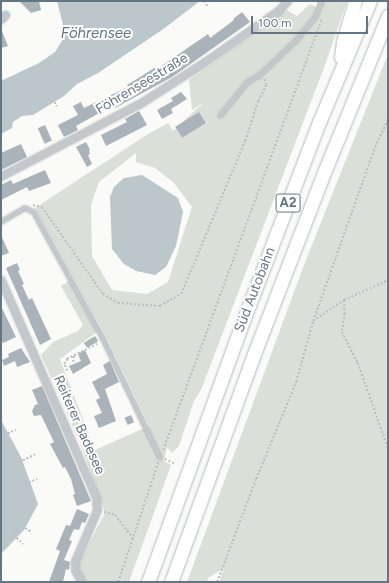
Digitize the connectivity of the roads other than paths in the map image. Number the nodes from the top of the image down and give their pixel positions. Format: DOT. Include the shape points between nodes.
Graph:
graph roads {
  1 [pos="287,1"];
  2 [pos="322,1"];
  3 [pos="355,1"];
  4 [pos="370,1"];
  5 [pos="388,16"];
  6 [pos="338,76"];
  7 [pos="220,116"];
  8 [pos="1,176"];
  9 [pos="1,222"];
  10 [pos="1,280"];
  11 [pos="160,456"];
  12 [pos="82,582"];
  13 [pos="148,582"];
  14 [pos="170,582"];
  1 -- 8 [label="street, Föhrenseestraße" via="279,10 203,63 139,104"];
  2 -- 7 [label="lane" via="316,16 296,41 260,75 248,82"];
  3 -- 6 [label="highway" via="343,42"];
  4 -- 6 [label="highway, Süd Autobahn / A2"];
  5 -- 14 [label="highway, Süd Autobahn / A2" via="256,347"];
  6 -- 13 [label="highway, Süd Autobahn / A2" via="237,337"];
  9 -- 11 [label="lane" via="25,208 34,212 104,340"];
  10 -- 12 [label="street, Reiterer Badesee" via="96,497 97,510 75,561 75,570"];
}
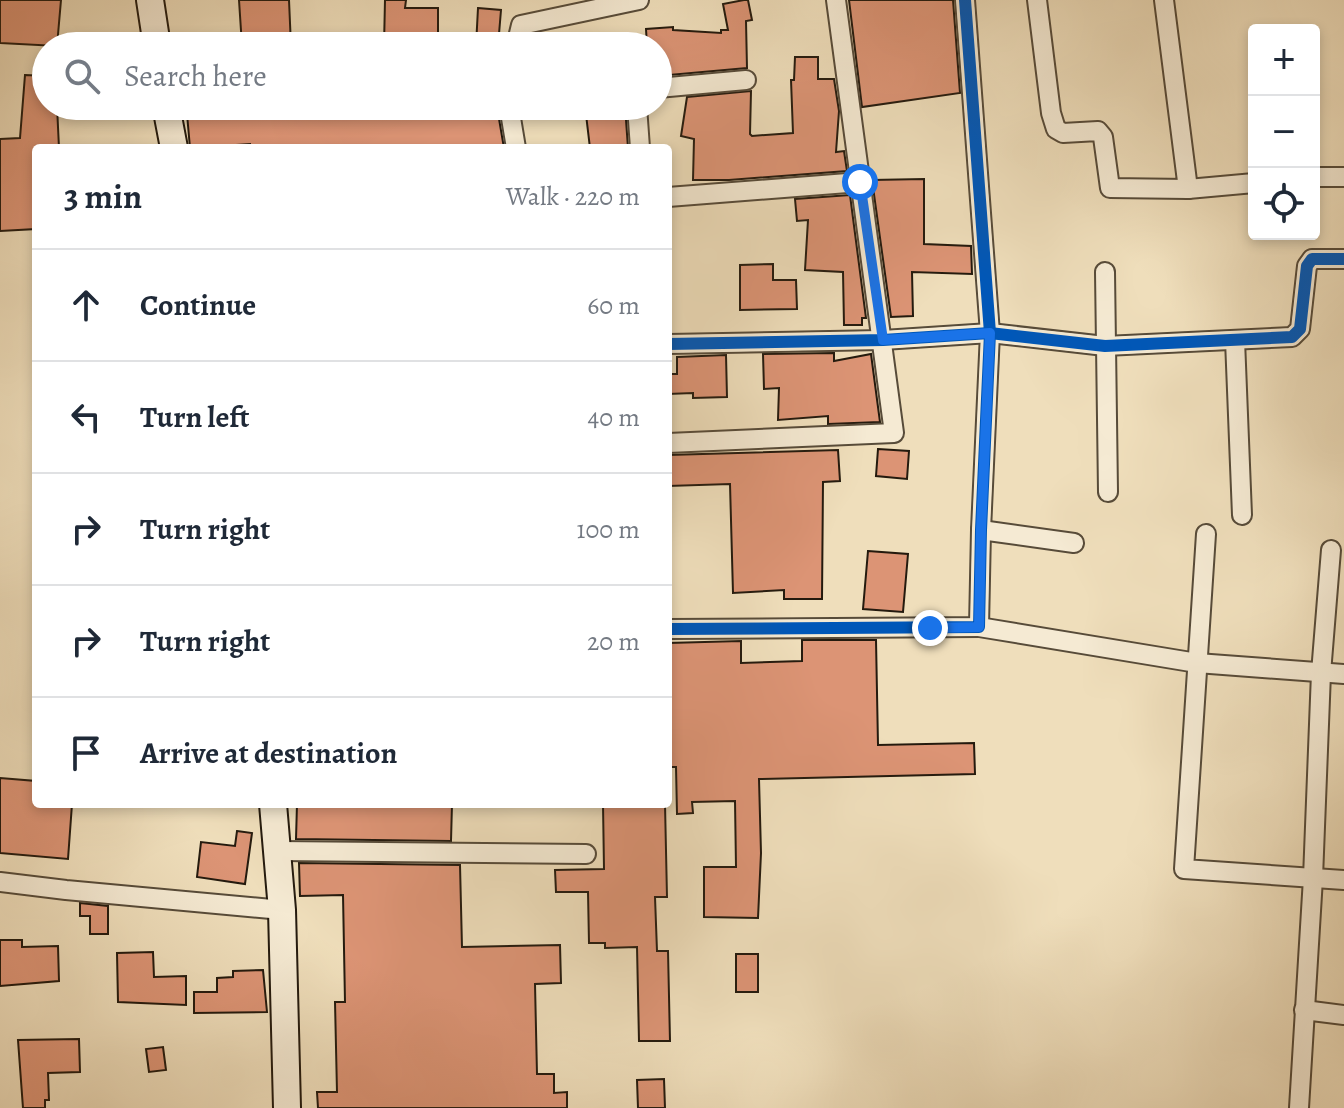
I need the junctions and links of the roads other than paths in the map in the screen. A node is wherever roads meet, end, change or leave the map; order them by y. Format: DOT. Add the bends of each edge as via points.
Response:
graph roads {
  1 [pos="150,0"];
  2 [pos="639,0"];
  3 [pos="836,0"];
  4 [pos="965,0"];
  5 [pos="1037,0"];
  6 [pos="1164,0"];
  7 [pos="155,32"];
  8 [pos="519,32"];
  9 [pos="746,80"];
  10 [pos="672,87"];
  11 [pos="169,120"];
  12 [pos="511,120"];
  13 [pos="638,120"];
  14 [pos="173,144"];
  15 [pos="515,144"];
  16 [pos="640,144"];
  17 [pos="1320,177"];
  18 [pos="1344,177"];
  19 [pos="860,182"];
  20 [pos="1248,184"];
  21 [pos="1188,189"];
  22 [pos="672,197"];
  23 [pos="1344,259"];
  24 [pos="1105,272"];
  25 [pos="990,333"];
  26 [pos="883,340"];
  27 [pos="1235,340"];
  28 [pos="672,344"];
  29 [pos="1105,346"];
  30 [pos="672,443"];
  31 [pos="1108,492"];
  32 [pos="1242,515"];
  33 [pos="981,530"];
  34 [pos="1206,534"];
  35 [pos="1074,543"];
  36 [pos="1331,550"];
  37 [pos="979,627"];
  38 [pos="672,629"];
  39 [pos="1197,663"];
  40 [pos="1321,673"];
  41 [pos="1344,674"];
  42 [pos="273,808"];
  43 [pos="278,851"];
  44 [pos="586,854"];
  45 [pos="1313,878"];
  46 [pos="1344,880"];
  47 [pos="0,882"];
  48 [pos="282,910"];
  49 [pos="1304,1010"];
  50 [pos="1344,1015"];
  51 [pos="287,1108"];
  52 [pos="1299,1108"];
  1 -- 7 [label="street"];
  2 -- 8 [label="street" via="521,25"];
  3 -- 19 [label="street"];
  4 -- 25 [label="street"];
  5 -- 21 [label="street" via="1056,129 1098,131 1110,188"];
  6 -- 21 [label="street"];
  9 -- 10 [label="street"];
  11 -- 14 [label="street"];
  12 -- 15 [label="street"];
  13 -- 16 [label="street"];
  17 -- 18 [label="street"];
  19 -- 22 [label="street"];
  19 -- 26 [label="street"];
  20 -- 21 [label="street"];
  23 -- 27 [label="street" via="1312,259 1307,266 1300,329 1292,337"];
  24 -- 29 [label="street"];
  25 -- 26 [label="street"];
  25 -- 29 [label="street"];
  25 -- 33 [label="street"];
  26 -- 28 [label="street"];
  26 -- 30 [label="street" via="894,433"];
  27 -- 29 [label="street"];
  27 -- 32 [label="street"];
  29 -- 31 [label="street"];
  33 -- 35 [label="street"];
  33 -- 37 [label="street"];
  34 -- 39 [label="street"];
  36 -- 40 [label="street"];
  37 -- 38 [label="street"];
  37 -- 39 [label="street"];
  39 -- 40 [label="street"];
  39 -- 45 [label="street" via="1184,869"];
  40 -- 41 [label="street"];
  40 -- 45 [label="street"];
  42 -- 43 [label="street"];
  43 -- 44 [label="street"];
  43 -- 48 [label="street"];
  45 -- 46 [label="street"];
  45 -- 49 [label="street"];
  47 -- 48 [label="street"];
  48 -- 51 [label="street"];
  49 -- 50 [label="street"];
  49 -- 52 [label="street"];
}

=-=-=

_Activity:_
From the lines above, copy those that contain the word "Format".

_Result for this exercise:_
Digitize the connectivity of the roads other than paths in the map image. Number the nodes from the top of the image down and give their pixel positions. Format: DOT. Include the shape points between nodes.
I need the junctions and links of the roads other than paths in the map in the screen. A node is wherever roads meet, end, change or leave the map; order them by y. Format: DOT. Add the bends of each edge as via points.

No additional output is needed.